Version Control

Note

Related curriculum

Software Carpentry: Git Novice - https://swcarpentry.github.io/git-novice/index.html [1, 7]

As mentioned in the Introduction, version control software fills the role of a laboratory notebook for computational engineering. Keeping a laboratory notebook is a fundamental practice of experimental engineering and science disciplines. They keep a record of who did what, when and how they did it, and why. Sometimes, they may even be the original data records from experimental observations. Laboratory notebooks with bound pages and recorded in ink also provide legal protections against fraud and to establish intellectual property (IP) precedence.

While there are software available that provide electronic laboratory notebooks, version control software provides a similar record of who, what, when, how, and why. Additionally, version control software provides the usual benefits of version control such as the ability to uniquely reproduce the state of previous work and the ability to manage and resolve content conflicts from contributors working in parallel.

A related type of software that many engineers may be familiar with is product data management (PDM) or product lifecycle management (PLM) software.
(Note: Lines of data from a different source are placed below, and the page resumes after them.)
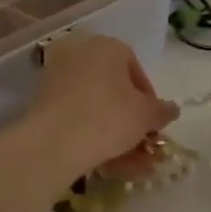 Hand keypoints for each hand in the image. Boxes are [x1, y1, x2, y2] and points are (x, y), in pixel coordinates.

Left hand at [25, 35, 178, 184]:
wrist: (54, 142)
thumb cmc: (108, 117)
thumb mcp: (146, 116)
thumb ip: (162, 110)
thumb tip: (170, 109)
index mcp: (108, 46)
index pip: (136, 71)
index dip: (149, 101)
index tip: (153, 124)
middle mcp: (79, 52)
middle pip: (113, 89)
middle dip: (129, 120)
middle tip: (140, 144)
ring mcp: (56, 76)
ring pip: (94, 107)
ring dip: (113, 135)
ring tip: (129, 165)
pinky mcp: (40, 100)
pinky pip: (74, 116)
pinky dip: (90, 136)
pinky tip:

Some examples include Windchill [16], TeamCenter [17], SOLIDWORKS PDM [18], Minerva [19], and ENOVIA [20]. This type of software typically targets centralized, versioned, and configured product definitions. Typically the product definition means geometric definions with computer aided design (CAD); however, this type of software is often integrated with tools for managing project timeline, status, requirements, modeling, and workflow execution. While tight integration of requirements, product configuration, and modeling are valuable tools for engineering organizations, the version control is typically limited to whole-sale file changes with a check-in/check-out lock on changes. This works well for CAD files, which are typically binary formats where even small changes result in a completely new file. Granular change tracking of binary formats, and especially proprietary formats, rely on the owning software vendor to provide an change tracker and interpretter where such change tracking is practical or meaningful.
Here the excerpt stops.